¿Son los antinatalistas los verdaderos culpables del receso demográfico que vive España en estos momentos?

En los últimos meses, varios estudios estadísticos aluden al problema del descenso de natalidad en España, llegando a cotas de población tan bajas como en momentos históricos anteriores. La tendencia general del ser humano siempre ha sido buscar un culpable de cualquier tipo de proceso, y es por ello que en este caso se alude a los antinatalistas como los culpables de este descenso.

Entendemos como antinatalistas aquellas personas, ya sea en pareja o no, que no quieren reproducirse y concebir hijos. Parece que jugar a mamás y papás cuando eran pequeños fue la experiencia más cercana.

Pero aquí se plantea un problema, ¿cuál es el origen de esta tendencia? España no es el único país del mundo que la sufre, y tampoco es algo nuevo, puesto que en momentos de recesión y crisis, especialmente en los siglos XVII y XVIII, las familias españolas no concebían un número de hijos elevado debido a la falta de poder económico para sustentar una boca más en el núcleo familiar.

Este origen se ha vinculado especialmente a cuestiones ideológicas (por ejemplo, un filósofo sudafricano defiende que ha llegado el momento de que la especie humana se extinga, y por tanto, el movimiento antinatalista es algo natural), pero también los principales ataques vienen de este fundamento ideológico, ya que la crítica al uso del preservativo, la no sucesión del apellido familiar, la falta de hijos se atañe a la falta de matrimonios que también están en descenso, etcétera.
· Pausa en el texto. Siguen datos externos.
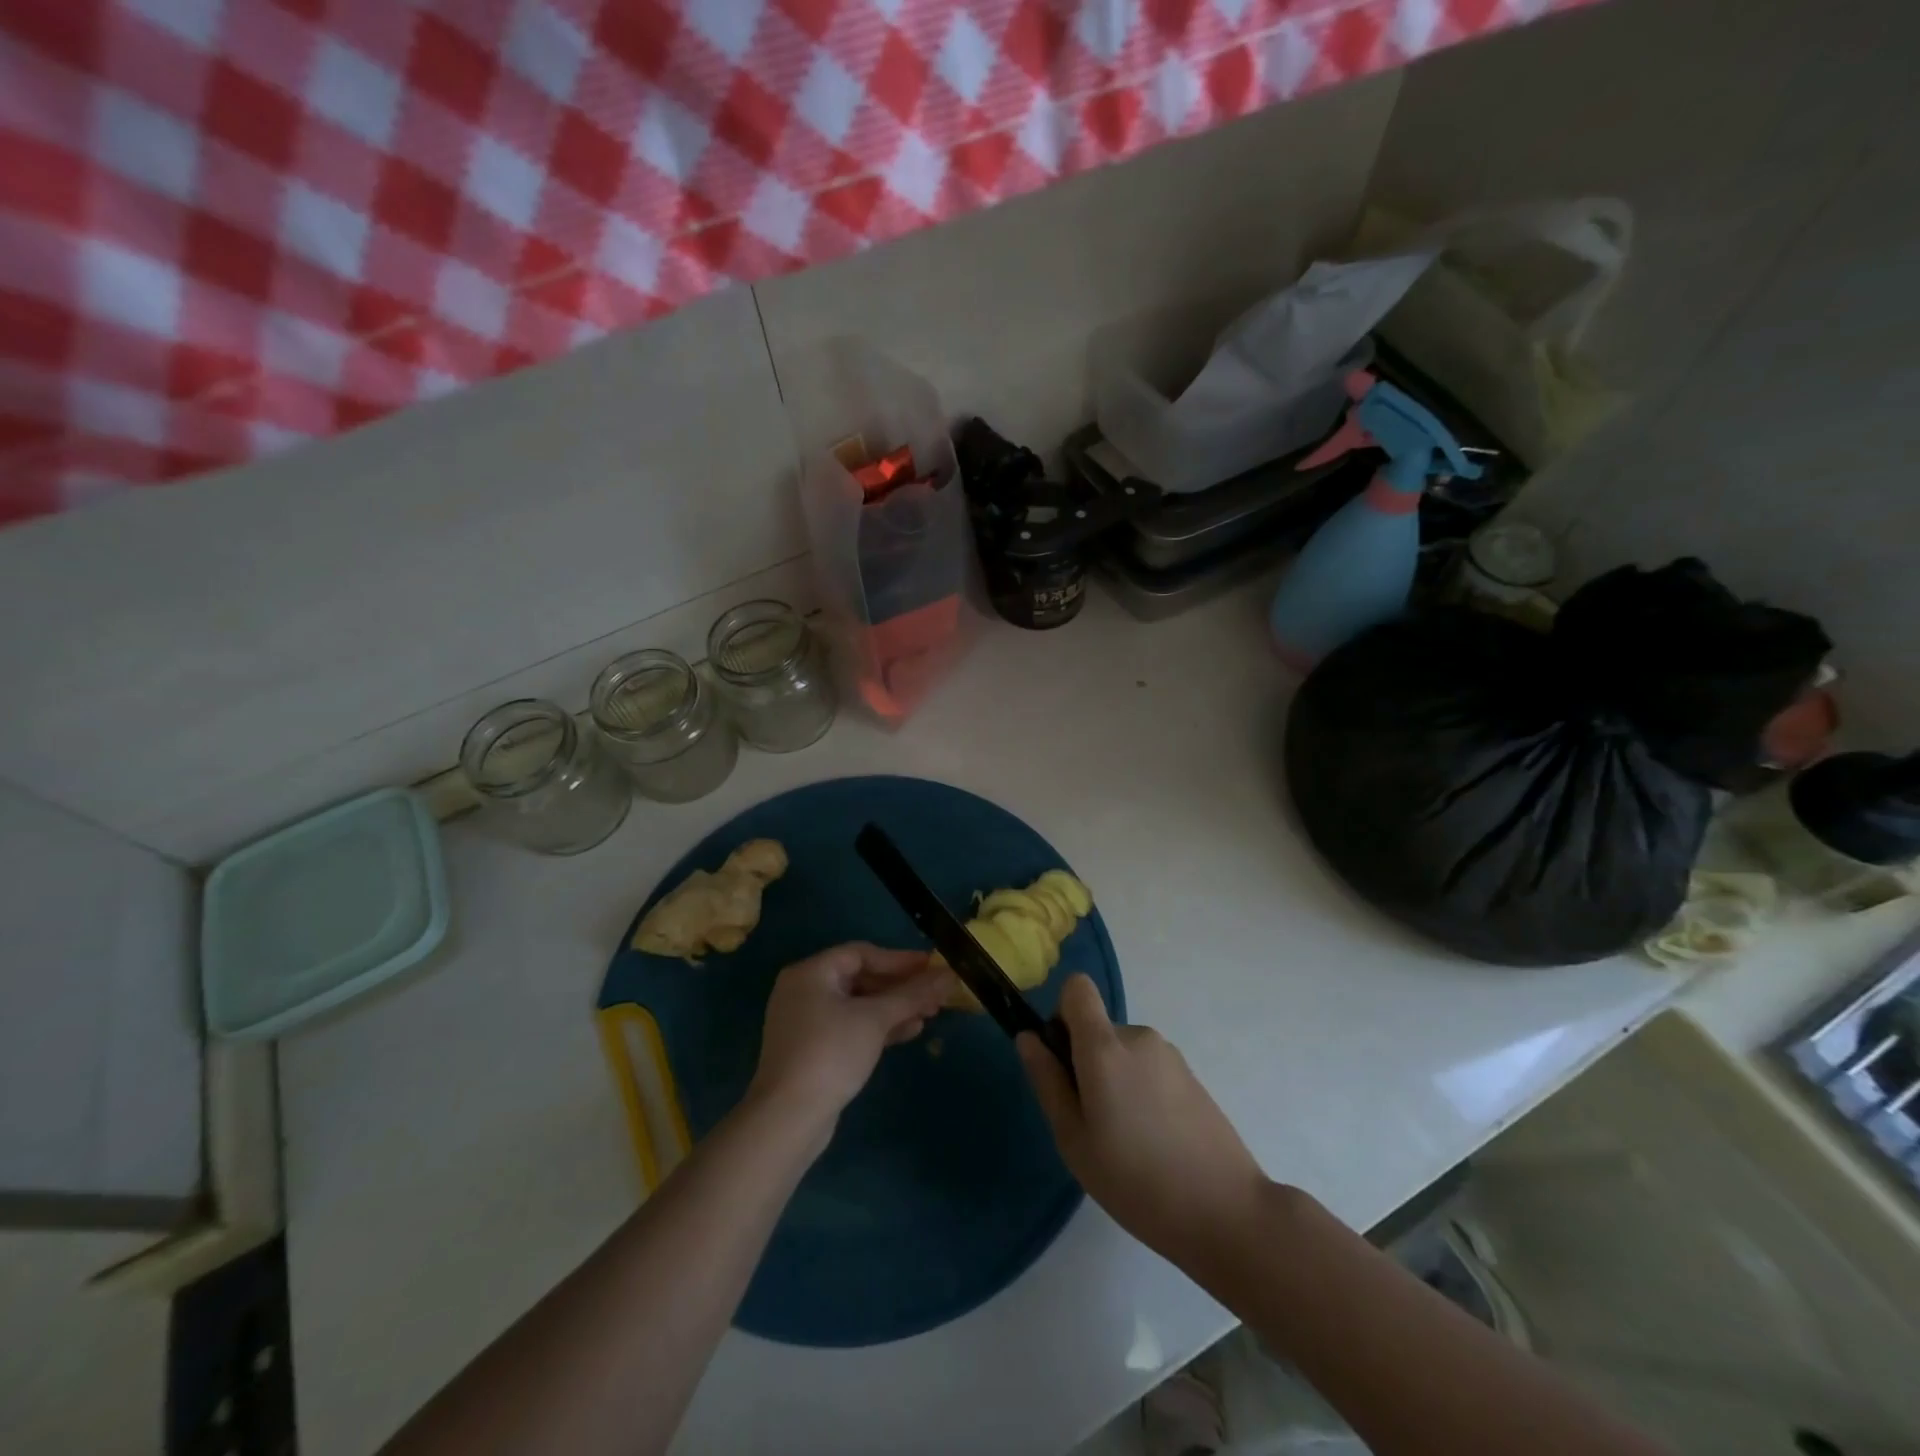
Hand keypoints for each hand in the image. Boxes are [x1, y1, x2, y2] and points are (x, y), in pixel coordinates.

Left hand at [748, 942, 952, 1138]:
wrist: (788, 1118)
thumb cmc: (831, 1053)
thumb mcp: (875, 1019)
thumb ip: (912, 995)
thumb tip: (948, 975)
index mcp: (811, 973)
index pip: (862, 954)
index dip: (900, 959)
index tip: (932, 966)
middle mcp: (805, 991)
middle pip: (861, 979)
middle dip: (900, 987)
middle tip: (935, 993)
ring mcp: (806, 1022)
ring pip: (858, 1005)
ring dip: (894, 1008)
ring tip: (930, 1013)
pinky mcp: (813, 1050)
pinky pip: (851, 1027)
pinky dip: (878, 1027)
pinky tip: (910, 1031)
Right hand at [1019, 974, 1269, 1267]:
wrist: (1227, 1213)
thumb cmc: (1136, 1181)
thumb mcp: (1074, 1139)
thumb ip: (1048, 1081)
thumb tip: (1028, 1038)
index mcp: (1105, 1046)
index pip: (1077, 988)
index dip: (1062, 1014)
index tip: (1063, 1061)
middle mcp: (1138, 1037)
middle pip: (1098, 1029)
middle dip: (1086, 1063)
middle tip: (1092, 1125)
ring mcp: (1169, 1055)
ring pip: (1123, 1053)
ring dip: (1115, 1082)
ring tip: (1127, 1143)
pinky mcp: (1191, 1077)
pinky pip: (1149, 1070)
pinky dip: (1141, 1093)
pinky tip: (1155, 1144)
Los factores ecológicos, políticos y económicos también tienen gran peso entre estas personas. La contaminación de muchos de los productos infantiles (con especial atención a los pañales), la situación político-jurídica tensa e inestable en España en estos momentos, y especialmente factores económicos que por desgracia rigen nuestras vidas en cada paso que damos, debido a que la falta de trabajo o los trabajos precarios, la imposibilidad de adquirir una vivienda, los altos precios de muchos de los productos infantiles…

Hay que destacar que muchas de estas personas también han buscado métodos de control y anulación del poder natal del cuerpo humano, ya sea vasectomía en hombres o ligadura de trompas en mujeres, porque a pesar lo que muchos han defendido, en ningún momento los antinatalistas se presentan como asexuales o dejan de practicar sexo por miedo a un embarazo no deseado, sino que recurren a este tipo de métodos como al del preservativo, aunque presenten grandes diferencias como la no reversibilidad de los primeros métodos.

De generalizarse esta tendencia, y analizando solo la natalidad nos encontraríamos en unos 50 años con una pirámide de población en la que los parámetros de edad por encima de los 40 años serían muy elevados, mientras que por debajo serían escasos; pero también influiría un movimiento importante como es el de la inmigración, que en muchos momentos de la historia ha equilibrado la balanza de población española.

¿Y si el problema no está en los propios antinatalistas, sino en la situación que se vive tanto económica, política, ecológica e ideológica en España que lleva a tendencias de supervivencia?